Create a short document, with the names of group members. You should briefly describe your collaboration tool(s) you'll use as a group, including for communication, code sharing, and project documentation. You should have identified your data sources, where the data can be found, and how to load it. And you should have created at least a logical model for your normalized database, and produced an Entity-Relationship (ER) diagram documenting your database design.
Packages needed:
Communication tools:
Slack channel specifically for project 3
Zoom
In addition to slack, we have met over zoom to discuss where we wanted to head with the project, also our immediate plans for getting the project moving.

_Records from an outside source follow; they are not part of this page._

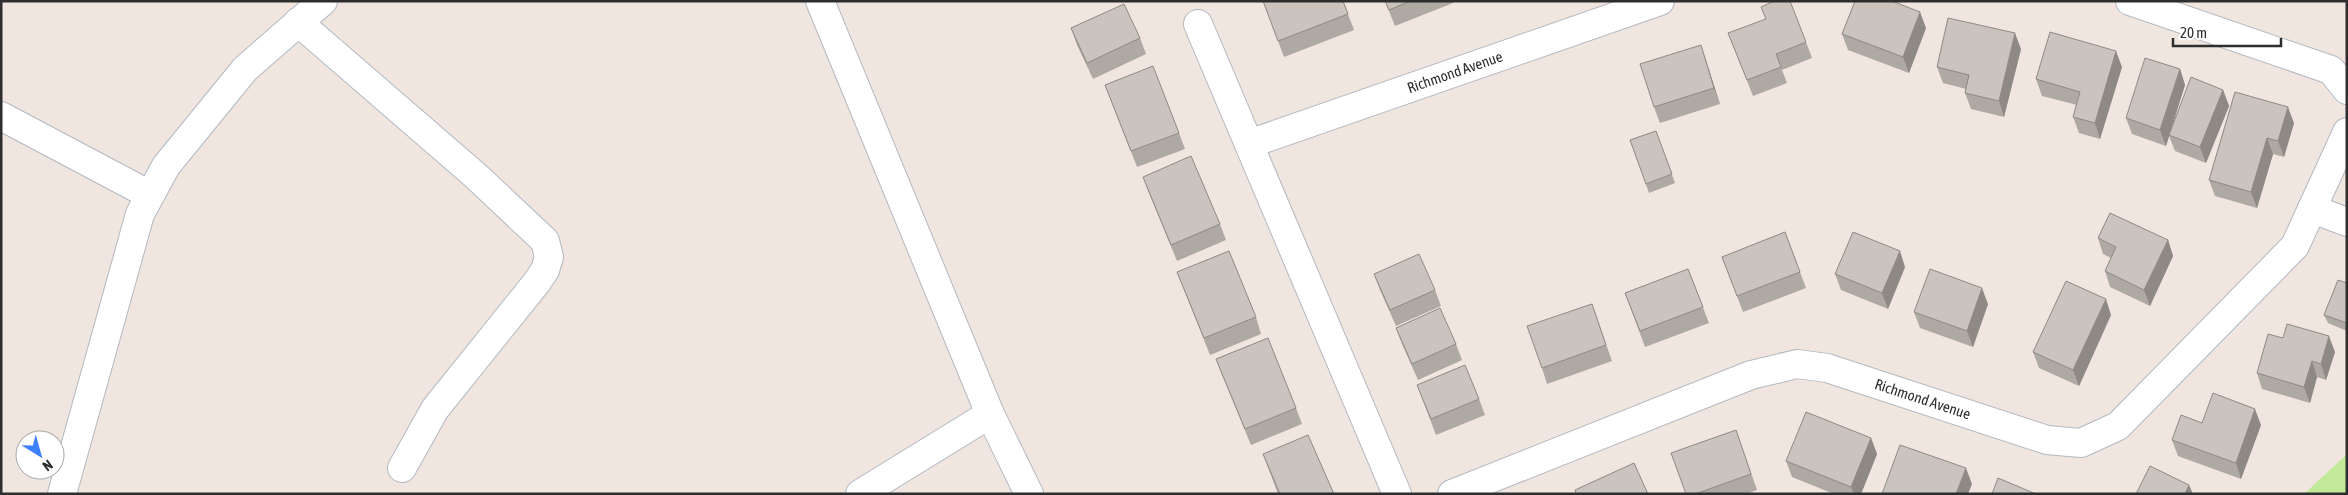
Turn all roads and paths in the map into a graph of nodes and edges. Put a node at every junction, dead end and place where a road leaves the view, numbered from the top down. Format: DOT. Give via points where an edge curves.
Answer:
graph roads {
  1 [pos="323,1"];
  2 [pos="820,1"];
  3 [pos="1660,1"];
  4 [pos="2130,1"];
  5 [pos="298,22"];
  6 [pos="1198,24"];
  7 [pos="2347,90"];
  8 [pos="1,116"];
  9 [pos="2347,132"];
  10 [pos="1249,144"];
  11 [pos="150,195"];
  12 [pos="2312,209"];
  13 [pos="2347,222"];
  14 [pos="990,414"];
  15 [pos="402,468"];
  16 [pos="62,494"];
  17 [pos="860,494"];
  18 [pos="1029,494"];
  19 [pos="1397,494"];
  20 [pos="1452,494"];
  1 -- 5 [label="street"];
  2 -- 14 [label="street"];
  3 -- 10 [label="street, Richmond Avenue"];
  4 -- 7 [label="street" via="2331,70"];
  5 -- 11 [label="street" via="245,68 166,166"];
  5 -- 15 [label="street" via="476,176 545,241 549,257 537,282 435,409"];
  6 -- 10 [label="street"];
  8 -- 11 [label="street"];
  9 -- 12 [label="street, Richmond Avenue"];
  10 -- 19 [label="street"];
  11 -- 16 [label="street" via="140,214"];
  12 -- 13 [label="street"];
  12 -- 20 [label="street, Richmond Avenue" via="2295,246 2118,426 2081,443 2046,440 1827,368 1797,364 1751,375"];
  14 -- 17 [label="street"];
  14 -- 18 [label="street"];
}
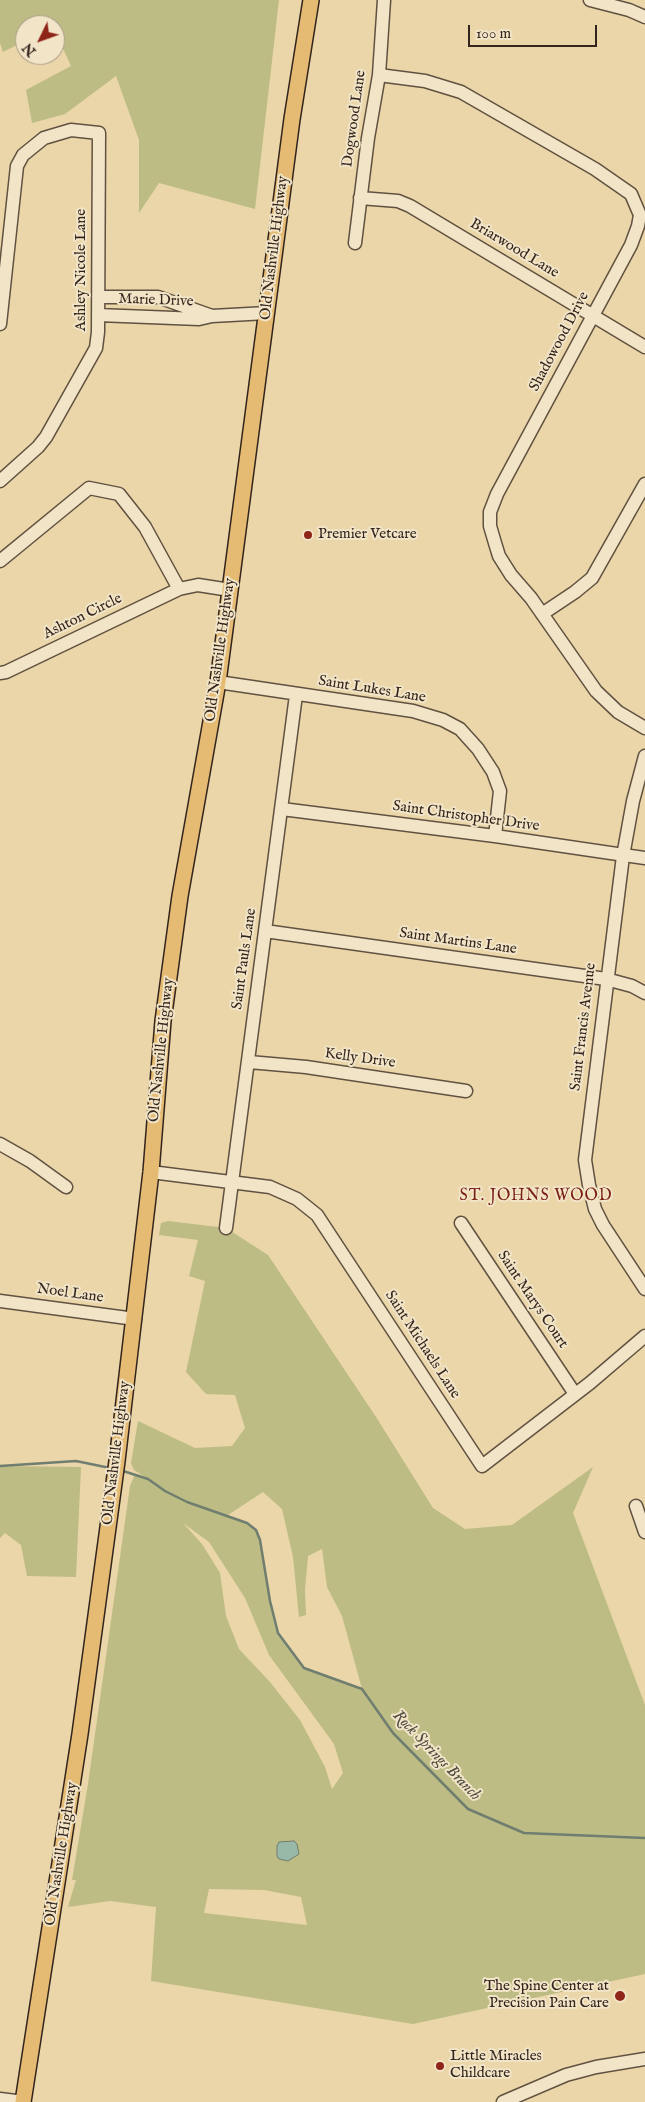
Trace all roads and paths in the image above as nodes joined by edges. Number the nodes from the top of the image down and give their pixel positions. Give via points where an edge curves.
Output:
1 (311, 0) edge
2 (384, 0) edge
3 (590, 0) edge
4 (645, 17) edge
5 (378, 75) junction
6 (360, 198) junction
7 (355, 243) dead end
8 (98, 297) junction
9 (153, 297) junction
10 (267, 313) junction
11 (593, 315) junction
12 (98, 316) junction
13 (212, 316) junction
14 (153, 318) junction
15 (0, 324) edge
16 (645, 347) edge
17 (0, 481) edge
18 (645, 484) edge
19 (0, 561) edge
20 (179, 589) junction
21 (230, 590) junction
22 (542, 614) junction
23 (0, 673) edge
24 (218, 682) junction
25 (296, 695) junction
26 (645, 728) edge
27 (645, 756) edge
28 (282, 809) junction
29 (495, 836) junction
30 (623, 856) junction
31 (645, 858) edge
32 (265, 932) junction
33 (606, 979) junction
34 (645, 993) edge
35 (249, 1062) junction
36 (466, 1091) dead end
37 (0, 1144) edge
38 (151, 1172) junction
39 (232, 1182) junction
40 (66, 1187) dead end
41 (461, 1223) dead end
42 (226, 1228) dead end
43 (645, 1289) edge
44 (0, 1301) edge
45 (135, 1319) junction
46 (645, 1336) edge
47 (575, 1394) junction
48 (636, 1506) dead end
49 (645, 1532) edge
50 (645, 2059) edge
51 (0, 2099) edge
52 (23, 2102) edge
53 (503, 2102) edge

1 - 10 main road, Old Nashville Highway
2 - 5 street, Dogwood Lane
3 - 4 street
5 - 6 street, Dogwood Lane
5 - 11 street, Shadowood Drive via 425,80 461,92 595,169 631,194 640,215 638,226
6 - 7 street, Dogwood Lane
6 - 11 street, Briarwood Lane via 398,201 410,206
8 - 9 street, Marie Drive
8 - 12 street, Ashley Nicole Lane
8 - 15 street, Ashley Nicole Lane via 99,133 71,130 44,138 23,155 17,166
9 - 13 street, Marie Drive
9 - 14 street
10 - 13 street, Marie Drive
10 - 21 main road, Old Nashville Highway
11 - 16 street, Briarwood Lane
11 - 22 street, Shadowood Drive via 490,512 490,526 502,560
12 - 14 street, Marie Drive
12 - 17 street, Ashley Nicole Lane via 96,348 46,437
13 - 14 street, Marie Drive via 199,319
18 - 22 street via 592,578
19 - 20 street via 89,488 119,494 145,527
20 - 21 street, Ashton Circle via 198,585
20 - 23 street, Ashton Circle
21 - 24 main road, Old Nashville Highway
22 - 26 street, Shadowood Drive via 601,697
24 - 25 street, Saint Lukes Lane
24 - 38 main road, Old Nashville Highway via 180,896 164,1012
25 - 28 street, Saint Pauls Lane
25 - 29 street, Saint Lukes Lane via 413,710 460,729 493,772 500,792
27 - 30 street, Saint Francis Avenue
28 - 29 street, Saint Christopher Drive
28 - 32 street, Saint Pauls Lane
29 - 30 street, Saint Christopher Drive
30 - 31 street, Saint Christopher Drive
30 - 33 street, Saint Francis Avenue
32 - 33 street, Saint Martins Lane
32 - 35 street, Saint Pauls Lane
33 - 34 street, Saint Martins Lane
33 - 43 street, Saint Francis Avenue via 585,1160 589,1185 603,1225
35 - 36 street, Kelly Drive
35 - 39 street, Saint Pauls Lane
37 - 40 street via 30,1160
38 - 39 street, Saint Michaels Lane
38 - 45 main road, Old Nashville Highway
39 - 42 street, Saint Pauls Lane
39 - 47 street, Saint Michaels Lane via 270,1187 297,1199 317,1215 482,1466
41 - 47 street, Saint Marys Court
44 - 45 street, Noel Lane
45 - 52 main road, Old Nashville Highway via 80,1734
46 - 47 street, Saint Michaels Lane
48 - 49 street
50 - 53 street via 566,2076
51 - 52 street

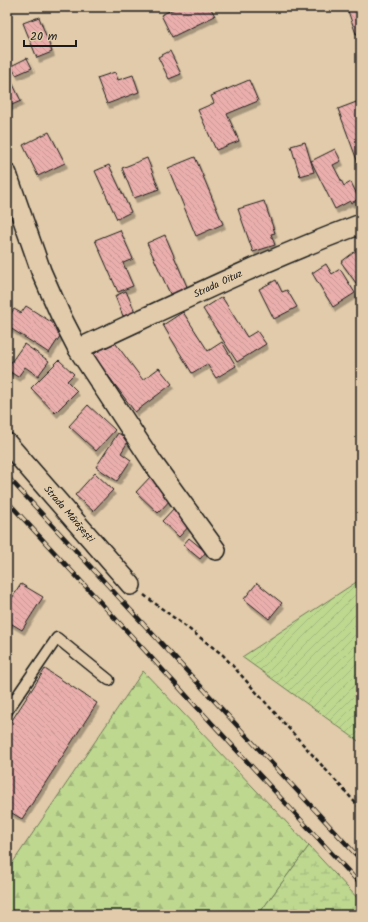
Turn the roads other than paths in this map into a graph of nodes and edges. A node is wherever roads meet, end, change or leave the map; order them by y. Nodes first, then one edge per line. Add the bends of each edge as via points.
1 (7, 174) edge
2 (361, 224) edge
3 (78, 349) junction
4 (7, 443) edge
5 (216, 550) dead end
6 (131, 585) road end
7 (109, 680) dead end
8 (7, 711) edge

1 - 3 street via 41,271
2 - 3 street, Strada Oituz via 252,269
3 - 5 street via 153,463
4 - 6 street, Strada Mărășești
7 - 8 lane via 57,638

Zoom and slack will likely be our main sources of communication moving forward as we start the data collection and coding.
Code sharing:
GitHub
For this project we intend to use a GitHub repository and add one of us as a collaborator to a personal repo.
This will allow for the seamless transfer of data sources, code and any other things that come up during the process.
Slack
Slack will again be utilized for sharing links to methods, data sources and helpful videos.
Project Documentation:
Kaggle Link 1 <- https://www.kaggle.com/datasets/discdiver/data-scientist-general-skills-2018-revised Kaggle Link 2 <- https://www.kaggle.com/datasets/arnabchaki/data-science-salaries-2023/ Google Docs where our raw csv data originated: “https://docs.google.com/spreadsheets/d/1lac1H2IgCDCs9LLTQL6yb6MUPN1u4C5fJv_6YjipIaM/edit#gid=1072460513”
Zip Recruter - Data Scientist Must-Have Resume Skills and Keywords https://www.ziprecruiter.com/career/Data-Scientist/Resume-Keywords-and-Skills
skills <- read.csv("https://raw.githubusercontent.com/jonburns2454/Project-3-DATA607/main/ds_general_skills_revised.csv")
software <- read.csv("https://raw.githubusercontent.com/jonburns2454/Project-3-DATA607/main/Data%20Science%20Career%20Terms%20-%20ds%20software.csv")
glimpse(skills)## Rows: 30
## Columns: 5
## $ Keyword <chr> "machine learning", "analysis", "statistics", "computer sc…
## $ LinkedIn <chr> "5,701", "5,168", "4,893", "4,517", "3,404", "2,605", "1,8…
## $ Indeed <chr> "3,439", "3,500", "2,992", "2,739", "2,344", "1,961", "1,4…
## $ SimplyHired <chr> "2,561", "2,668", "2,308", "2,093", "1,791", "1,497", "1,1…
## $ Monster <chr> "2,340", "3,306", "2,399", "1,900", "2,053", "1,815", "1,2…
## Rows: 42
## Columns: 12
## $ Keyword <chr> "Python", "R", "SQL", "Spark", "Hadoop"…
## $ LinkedIn <chr> "6,347", "4,553", "3,879", "2,169", "2,…
## $ Indeed <chr> "3,818", "3,106", "2,628", "1,551", "1,…
## $ SimplyHired <chr> "2,888", "2,393", "2,056", "1,167", "1,…
## $ Monster <chr> "2,544", "2,365", "1,841", "1,062", "1,…
## $ LinkedIn.. <chr> "74%", "53%", "45%", "25%", "25%", "23%…
## $ Indeed.. <chr> "74%", "60%", "51%", "30%", "31%", "27%…
## $ SimplyHired.. <chr> "75%", "62%", "54%", "30%", "30%", "28%…
## $ Monster.. <chr> "68%", "63%", "49%", "28%", "32%", "27%…
## $ Avg.. <chr> "73%", "60%", "50%", "29%", "30%", "26%…
## $ GlassDoor.Self.Reported...2017 <chr> "72%", "64%", "51%", "27%", "39%", "33%…
## $ Difference <chr> "1%", "-4%", "-1%", "2%", "-9%", "-7%",…
The plan for this project is to utilize a few different data sources to get the best analysis on data science skills. The first kaggle link is to a data set that features overall data science skills from 2018 which has both the skills and software scraped from Monster, Indeed, SimplyHired, and Linkedin. This first data set from JEFF HALE will allow for some solid EDA focusing in specifically on data science skills. The second Kaggle link looks at data science salaries and will provide us with a more up-to-date view into the industry. This specific data set combines experience levels, and job title data which will be helpful in further insights and analysis into how skills and seniority translate to salary level.